# Exercise objective:
What's wanted is a faithful retyping of every entry, pictures excluded.

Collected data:
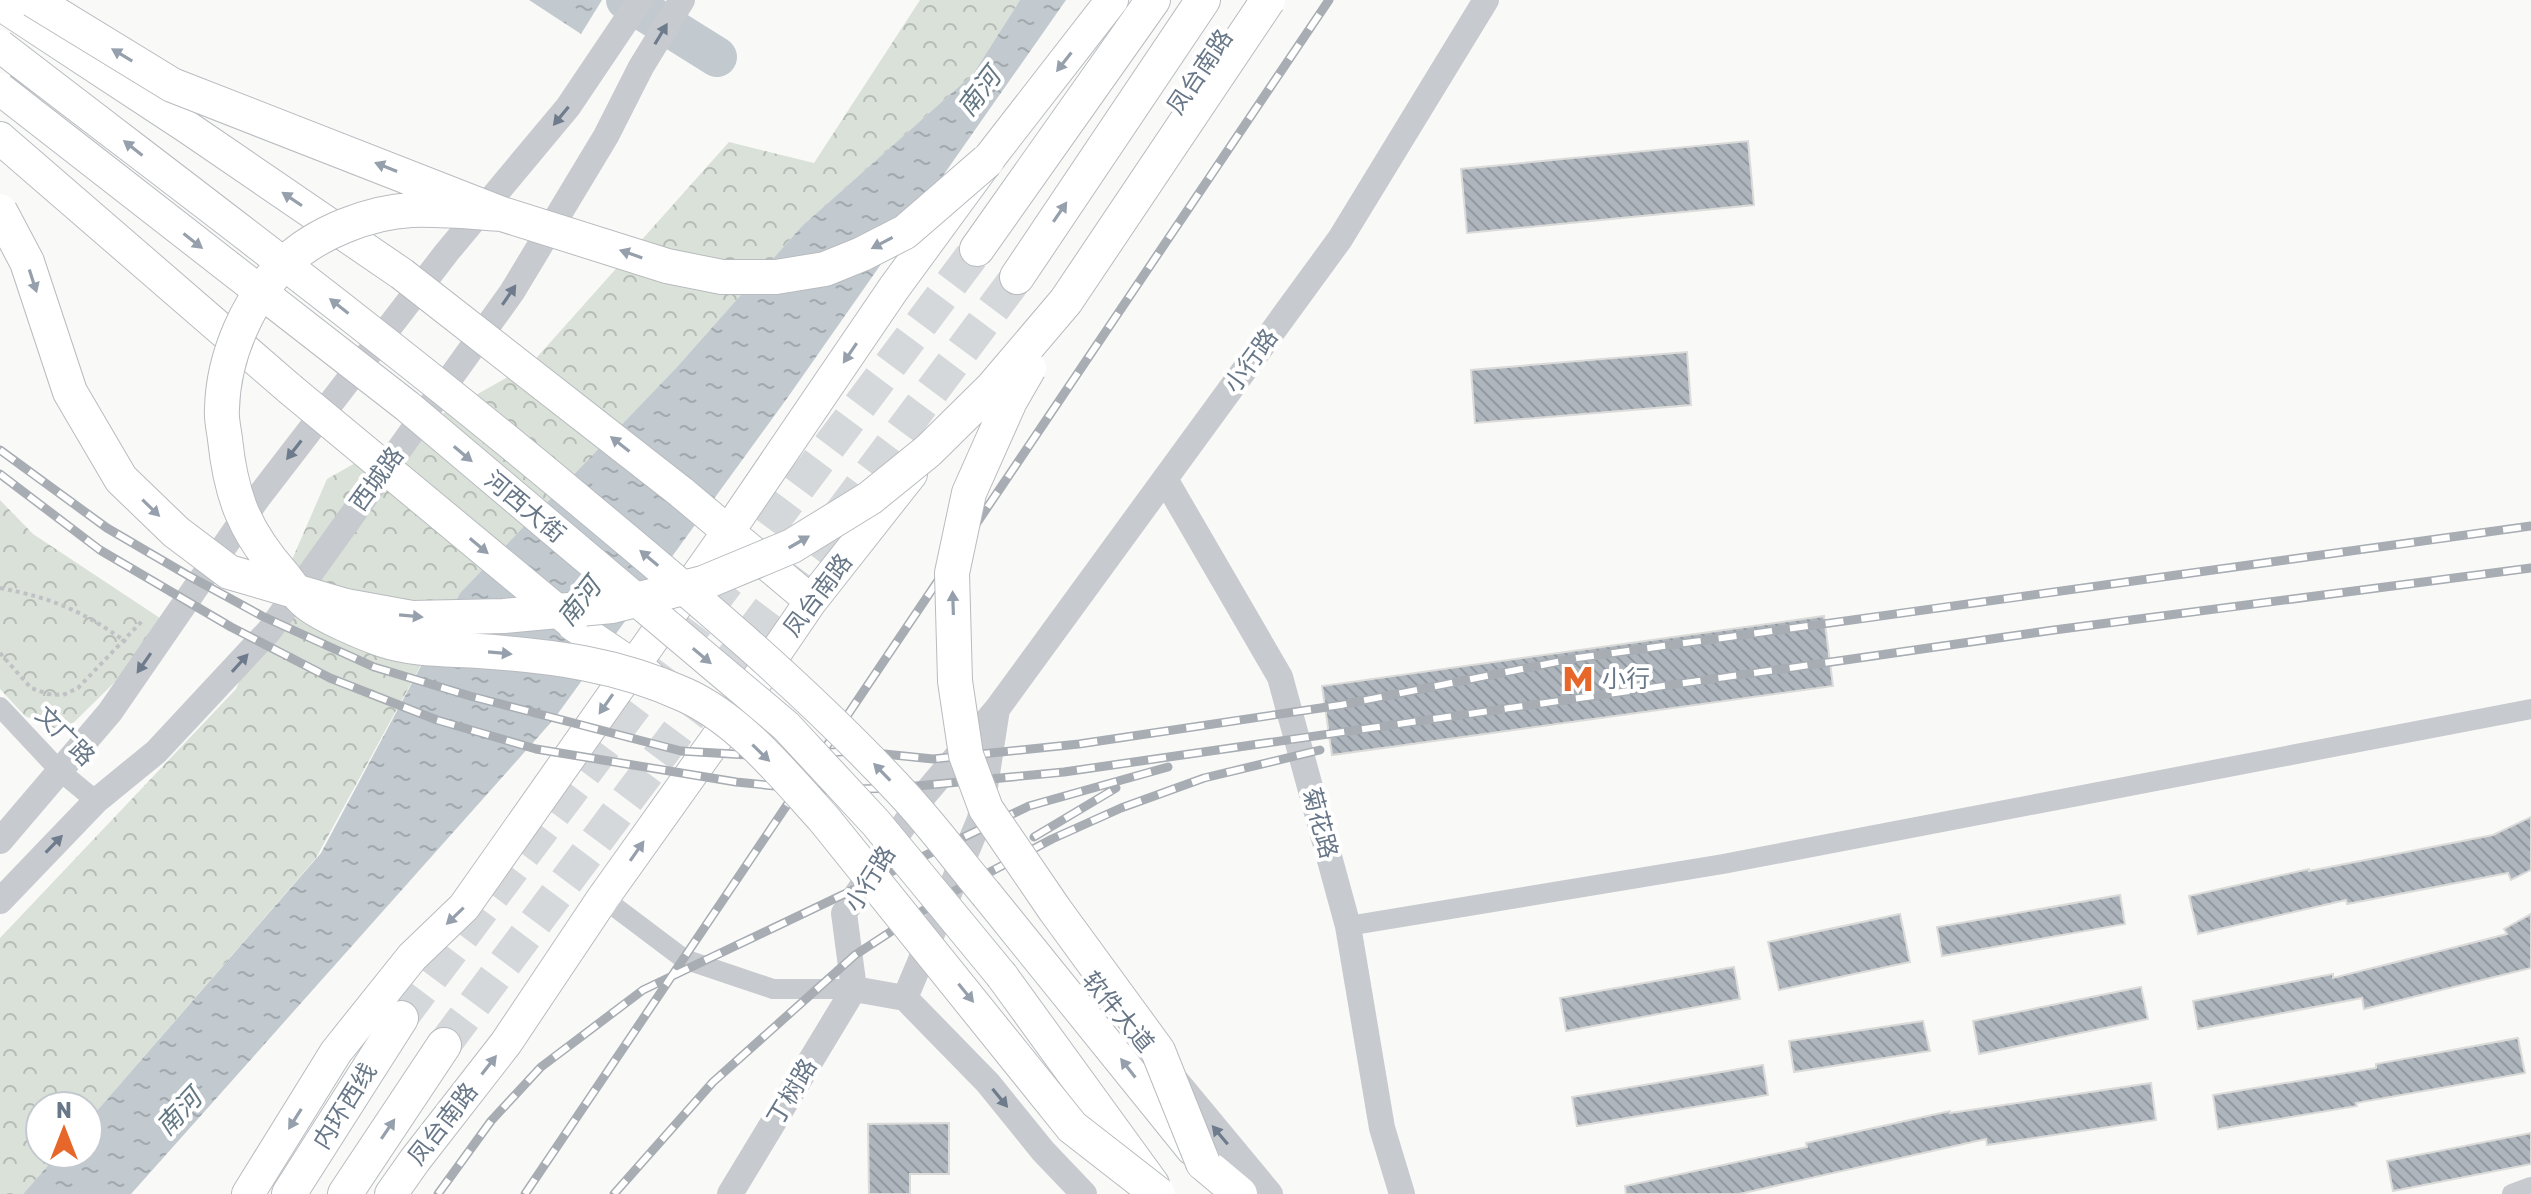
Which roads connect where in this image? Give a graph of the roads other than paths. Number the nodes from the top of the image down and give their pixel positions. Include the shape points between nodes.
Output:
1 (33, 0) edge
2 (640, 0) edge
3 (682, 0) edge
4 (1112, 0) edge
5 (1153, 0) edge
6 (1203, 0) edge
7 (1248, 0) edge
8 (1268, 0) edge
9 (1486, 0) edge
10 (0, 4) edge
11 (0, 46) edge
12 (0, 89) edge
13 (0, 138) edge
14 (987, 161) junction
15 (0, 211) edge
16 (502, 214) junction
17 (977, 249) tunnel mouth
18 (1017, 277) tunnel mouth
19 (1066, 301) junction
20 (1165, 479) junction
21 (728, 532) junction
22 (811, 601) junction
23 (634, 665) junction
24 (0, 707) edge
25 (997, 709) junction
26 (2531, 709) edge
27 (722, 731) junction
28 (60, 771) junction
29 (96, 801) junction
30 (980, 819) junction
31 (0, 841) edge
32 (987, 895) joint
33 (603, 898) junction
34 (0, 901) edge
35 (1348, 926) junction
36 (854, 989) junction
37 (905, 998) junction
38 (401, 1018) tunnel mouth
39 (444, 1045) tunnel mouth
40 (1203, 1163) junction
41 (2531, 1187) edge
42 (248, 1194) edge
43 (289, 1194) edge
44 (345, 1194) edge
45 (391, 1194) edge
46 (730, 1194) edge
47 (1084, 1194) edge
48 (1159, 1194) edge
49 (1230, 1194) edge
50 (1240, 1194) edge
51 (1270, 1194) edge
52 (1402, 1194) edge
53 (2512, 1194) edge

16 -> 1 highway, bridge via 172,85
2 -> 28 street via 568,107 447,252 257,499 110,712
29 -> 3 street, 西城路 via 156,752 269,631 512,292
4 -> 14 main road
5 - 17 highway
18 -> 6 highway, 凤台南路
7 - 22 main road, 凤台南路 via 1060,282
8 - 19 highway, bridge
9 - 20 street, 小行路 via 1340,239
21 -> 10 main road, bridge via 402,274
32 -> 11 main road, 河西大街, bridge via 906,796 824,712 704,604 360,323
12 -> 48 main road, 河西大街, bridge via 407,406 786,726 876,823 1002,976
13 -> 23 main road, bridge via 572,624
14 -> 16 highway, bridge via 905,232 825,269 776,277 722,277 667,266
14 -> 21 main road, bridge
15 -> 19 highway, bridge via 27,262 70,392 121,479 176,532 229,572 346,606 412,618 612,606 703,583 792,546 870,498 928,451 993,387
16 -> 48 highway, bridge via 410,210 362,220 293,255 266,282 230,361 222,409 228,468 240,511 263,553 306,603 384,640 610,667 687,696 718,714 824,819 1072,1127
40 -> 19 highway, bridge via 1158,1051 986,809 966,755 955,681 952,573 969,493 1010,401
20 - 25 street, 小行路
20 - 35 street, 菊花路 via 1280,677
21 - 22 main road
21 - 23 main road
22 - 27 main road, 凤台南路
23 - 27 main road
23 -> 42 main road via 464,907 412,957 336,1052
24 - 28 street, 文广路
25 - 30 street, 小行路
25 - 36 street, 小行路 via 925,794 844,913
26 - 35 street via 1723,864
33 -> 27 main road, 凤台南路
28 - 29 street, 文广路
28 - 31 street
34 -> 29 street, 西城路
30 - 37 street, 小行路
51 -> 30 street, 软件大道 via 1043,921
40 -> 32 main road, 软件大道, bridge
33 - 36 street via 684,959 773,989
45 -> 33 main road, 凤台南路 via 506,1043
35 - 52 street, 菊花路 via 1382,1128
36 - 37 street
36 - 46 street, 丁树路
37 -> 47 street
38 - 43 highway, 内环西线
44 -> 39 highway, 内环西线
40 - 49 main road, 软件大道
40 - 50 highway
41 - 53 street

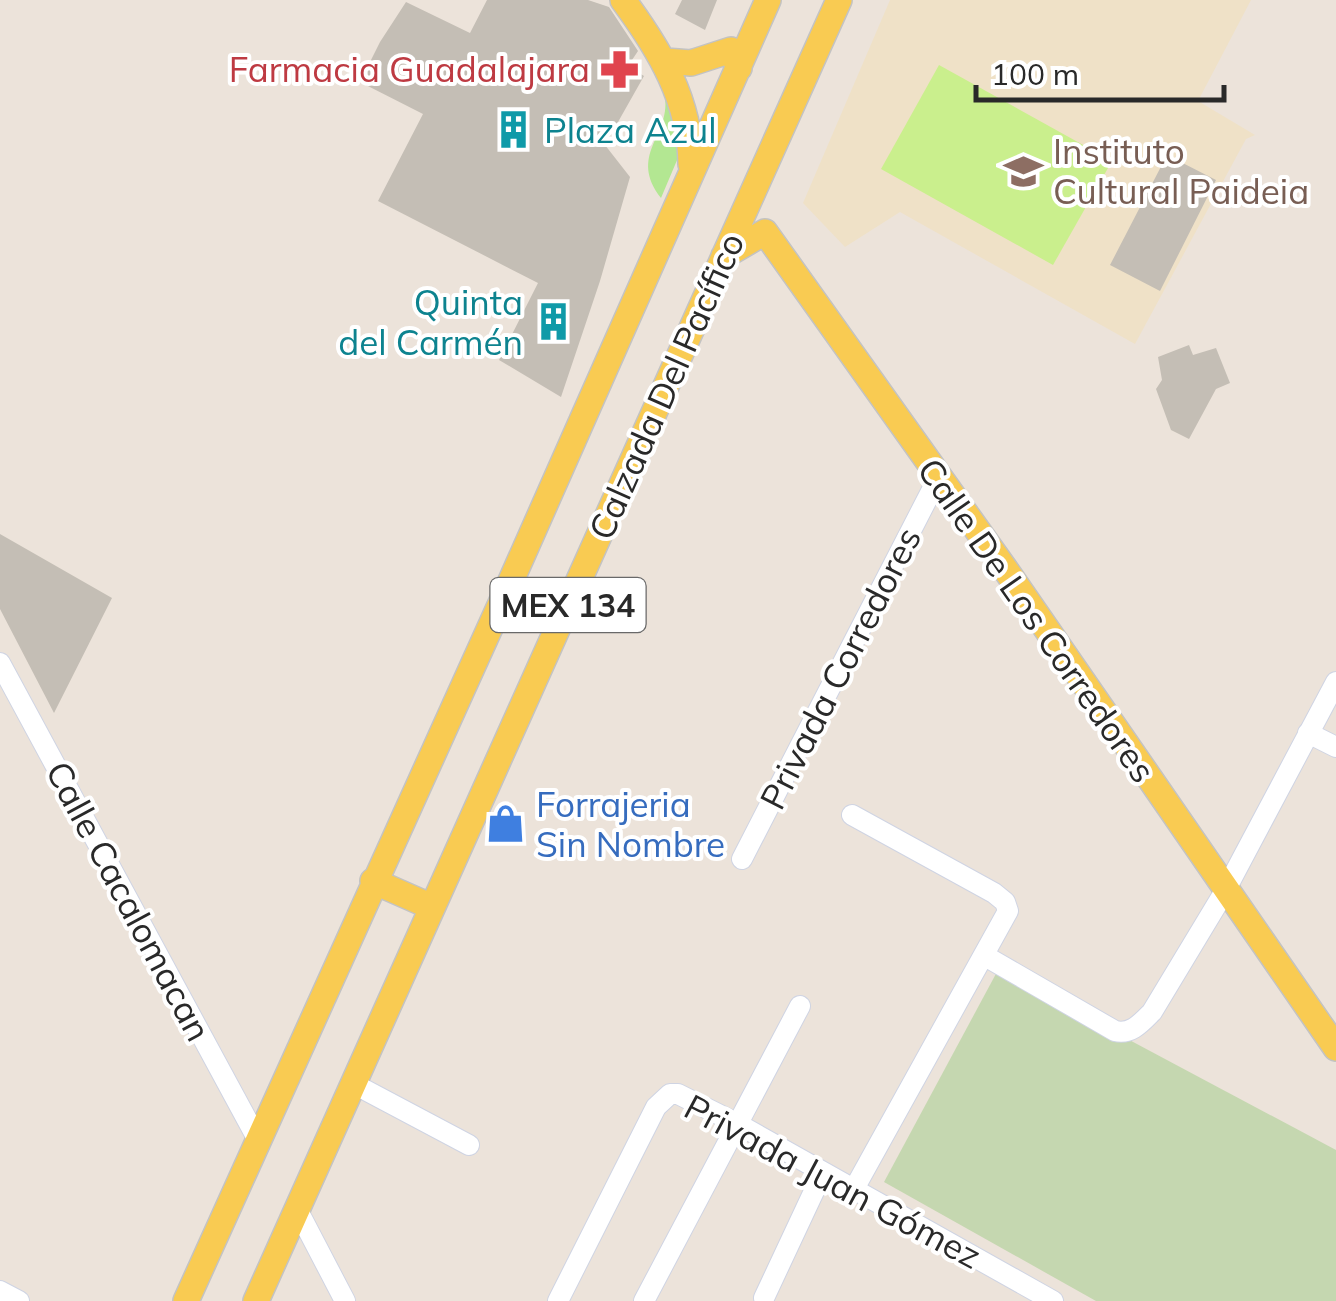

# Expected output:
Which roads connect where in this image? Give a graph of the roads other than paths. Number the nodes from the top of the image down and give their pixel positions. Include the shape points between nodes.
Output:
1 (33, 0) edge
2 (640, 0) edge
3 (682, 0) edge
4 (1112, 0) edge
5 (1153, 0) edge
6 (1203, 0) edge
7 (1248, 0) edge
8 (1268, 0) edge
9 (1486, 0) edge
10 (0, 4) edge
11 (0, 46) edge
12 (0, 89) edge
13 (0, 138) edge
14 (987, 161) junction
15 (0, 211) edge
16 (502, 214) junction
17 (977, 249) tunnel mouth
18 (1017, 277) tunnel mouth
19 (1066, 301) junction
20 (1165, 479) junction
21 (728, 532) junction
22 (811, 601) junction
23 (634, 665) junction
24 (0, 707) edge
25 (997, 709) junction
26 (2531, 709) edge
27 (722, 731) junction
28 (60, 771) junction
29 (96, 801) junction
30 (980, 819) junction
31 (0, 841) edge
32 (987, 895) joint
33 (603, 898) junction
34 (0, 901) edge
35 (1348, 926) junction
36 (854, 989) junction
37 (905, 998) junction
38 (401, 1018) tunnel mouth
39 (444, 1045) tunnel mouth
40 (1203, 1163) junction
41 (2531, 1187) edge
42 (248, 1194) edge
43 (289, 1194) edge
44 (345, 1194) edge
45 (391, 1194) edge
46 (730, 1194) edge
47 (1084, 1194) edge
48 (1159, 1194) edge
49 (1230, 1194) edge
50 (1240, 1194) edge
51 (1270, 1194) edge
52 (1402, 1194) edge
53 (2512, 1194) edge

16 -> 1 highway, bridge via 172,85
2 -> 28 street via 568,107 447,252 257,499 110,712
29 -> 3 street, 西城路 via 156,752 269,631 512,292
4 -> 14 main road
5 - 17 highway
18 -> 6 highway, 凤台南路
7 - 22 main road, 凤台南路 via 1060,282
8 - 19 highway, bridge
9 - 20 street, 小行路 via 1340,239
21 -> 10 main road, bridge via 402,274
32 -> 11 main road, 河西大街, bridge via 906,796 824,712 704,604 360,323
12 -> 48 main road, 河西大街, bridge via 407,406 786,726 876,823 1002,976
13 -> 23 main road, bridge via 572,624
14 -> 16 highway, bridge via 905,232 825,269 776,277 722,277 667,266
14 -> 21 main road, bridge
15 -> 19 highway, bridge via 27,262 70,392 121,479 176,532 229,572 346,606 412,618 612,606 703,583 792,546 870,498 928,451 993,387
16 -> 48 highway, bridge via 410,210 362,220 293,255 266,282 230,361 222,409 228,468 240,511 263,553 306,603 384,640 610,667 687,696 718,714 824,819 1072,1127
40 -> 19 highway, bridge via 1158,1051 986,809 966,755 955,681 952,573 969,493 1010,401
20 - 25 street, 小行路
20 - 35 street, 菊花路 via 1280,677
21 - 22 main road
21 - 23 main road
22 - 27 main road, 凤台南路
23 - 27 main road
23 -> 42 main road via 464,907 412,957 336,1052
24 - 28 street, 文广路
25 - 30 street, 小行路
25 - 36 street, 小行路 via 925,794 844,913
26 - 35 street via 1723,864
33 -> 27 main road, 凤台南路
28 - 29 street, 文广路
28 - 31 street
34 -> 29 street, 西城路
30 - 37 street, 小行路
51 -> 30 street, 软件大道 via 1043,921
40 -> 32 main road, 软件大道, bridge
33 - 36 street via 684,959 773,989
45 -> 33 main road, 凤台南路 via 506,1043
35 - 52 street, 菊花路 via 1382,1128
36 - 37 street
36 - 46 street, 丁树路
37 -> 47 street
38 - 43 highway, 内环西线
44 -> 39 highway, 内环西线
40 - 49 main road, 软件大道
40 - 50 highway
41 - 53 street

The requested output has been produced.